#### Data shown

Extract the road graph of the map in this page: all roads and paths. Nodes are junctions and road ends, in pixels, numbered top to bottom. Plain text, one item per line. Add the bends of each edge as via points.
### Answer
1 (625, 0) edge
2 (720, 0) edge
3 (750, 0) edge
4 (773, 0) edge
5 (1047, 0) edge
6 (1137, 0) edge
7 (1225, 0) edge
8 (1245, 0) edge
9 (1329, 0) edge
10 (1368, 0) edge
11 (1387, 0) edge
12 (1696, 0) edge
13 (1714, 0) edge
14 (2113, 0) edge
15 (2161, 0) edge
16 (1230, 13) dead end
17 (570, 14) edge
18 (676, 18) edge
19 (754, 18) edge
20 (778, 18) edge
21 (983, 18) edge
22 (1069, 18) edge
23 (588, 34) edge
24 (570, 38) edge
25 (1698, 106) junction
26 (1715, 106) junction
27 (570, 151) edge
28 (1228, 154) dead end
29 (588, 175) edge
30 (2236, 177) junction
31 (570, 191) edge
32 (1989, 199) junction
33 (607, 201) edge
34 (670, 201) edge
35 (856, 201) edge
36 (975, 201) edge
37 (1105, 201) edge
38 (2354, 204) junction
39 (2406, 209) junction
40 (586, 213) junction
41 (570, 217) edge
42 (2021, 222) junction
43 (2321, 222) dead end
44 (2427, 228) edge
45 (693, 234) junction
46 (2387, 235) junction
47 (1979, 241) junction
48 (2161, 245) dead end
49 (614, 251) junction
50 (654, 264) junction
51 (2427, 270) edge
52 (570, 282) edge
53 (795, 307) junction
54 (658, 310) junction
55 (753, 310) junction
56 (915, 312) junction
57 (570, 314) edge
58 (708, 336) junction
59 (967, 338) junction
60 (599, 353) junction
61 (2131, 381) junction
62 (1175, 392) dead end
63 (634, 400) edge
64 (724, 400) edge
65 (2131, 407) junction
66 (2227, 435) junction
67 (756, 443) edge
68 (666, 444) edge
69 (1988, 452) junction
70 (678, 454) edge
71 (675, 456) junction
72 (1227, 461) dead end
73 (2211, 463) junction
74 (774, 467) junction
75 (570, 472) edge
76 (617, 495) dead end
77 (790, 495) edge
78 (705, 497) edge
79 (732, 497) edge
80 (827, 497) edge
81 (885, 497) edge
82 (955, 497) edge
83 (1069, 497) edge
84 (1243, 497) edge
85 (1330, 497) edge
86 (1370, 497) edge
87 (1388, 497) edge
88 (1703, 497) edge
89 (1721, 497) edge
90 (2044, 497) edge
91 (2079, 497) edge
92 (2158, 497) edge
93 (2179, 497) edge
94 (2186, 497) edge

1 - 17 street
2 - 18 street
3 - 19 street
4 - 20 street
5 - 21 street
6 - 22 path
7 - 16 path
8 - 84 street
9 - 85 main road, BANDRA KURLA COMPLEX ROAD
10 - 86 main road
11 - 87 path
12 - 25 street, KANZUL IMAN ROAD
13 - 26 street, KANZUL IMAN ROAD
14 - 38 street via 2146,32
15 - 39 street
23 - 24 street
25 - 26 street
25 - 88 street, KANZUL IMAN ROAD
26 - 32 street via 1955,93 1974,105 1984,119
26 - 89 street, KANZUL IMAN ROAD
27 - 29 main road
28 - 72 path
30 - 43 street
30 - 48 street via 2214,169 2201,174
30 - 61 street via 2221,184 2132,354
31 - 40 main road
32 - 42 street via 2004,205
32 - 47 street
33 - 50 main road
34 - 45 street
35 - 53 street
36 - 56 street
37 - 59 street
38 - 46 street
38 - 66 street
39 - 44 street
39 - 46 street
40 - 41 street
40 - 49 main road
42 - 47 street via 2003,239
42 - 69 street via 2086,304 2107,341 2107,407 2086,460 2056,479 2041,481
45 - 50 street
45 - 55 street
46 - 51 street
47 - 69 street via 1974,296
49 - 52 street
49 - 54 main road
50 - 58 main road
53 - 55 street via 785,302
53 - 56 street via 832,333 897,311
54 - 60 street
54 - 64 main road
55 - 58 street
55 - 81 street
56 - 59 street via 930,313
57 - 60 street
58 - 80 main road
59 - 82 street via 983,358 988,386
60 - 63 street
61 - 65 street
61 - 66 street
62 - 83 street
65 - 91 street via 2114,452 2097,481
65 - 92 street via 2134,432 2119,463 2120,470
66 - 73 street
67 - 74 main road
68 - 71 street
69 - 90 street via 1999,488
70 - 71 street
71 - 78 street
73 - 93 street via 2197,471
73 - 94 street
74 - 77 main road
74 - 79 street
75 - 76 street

########

* **Try it**:
Search the records for the string "KANZUL" and, wherever a line contains it, please copy that line.

* **Completed task**:
12 - 25 street, KANZUL IMAN ROAD
13 - 26 street, KANZUL IMAN ROAD
25 - 88 street, KANZUL IMAN ROAD
26 - 89 street, KANZUL IMAN ROAD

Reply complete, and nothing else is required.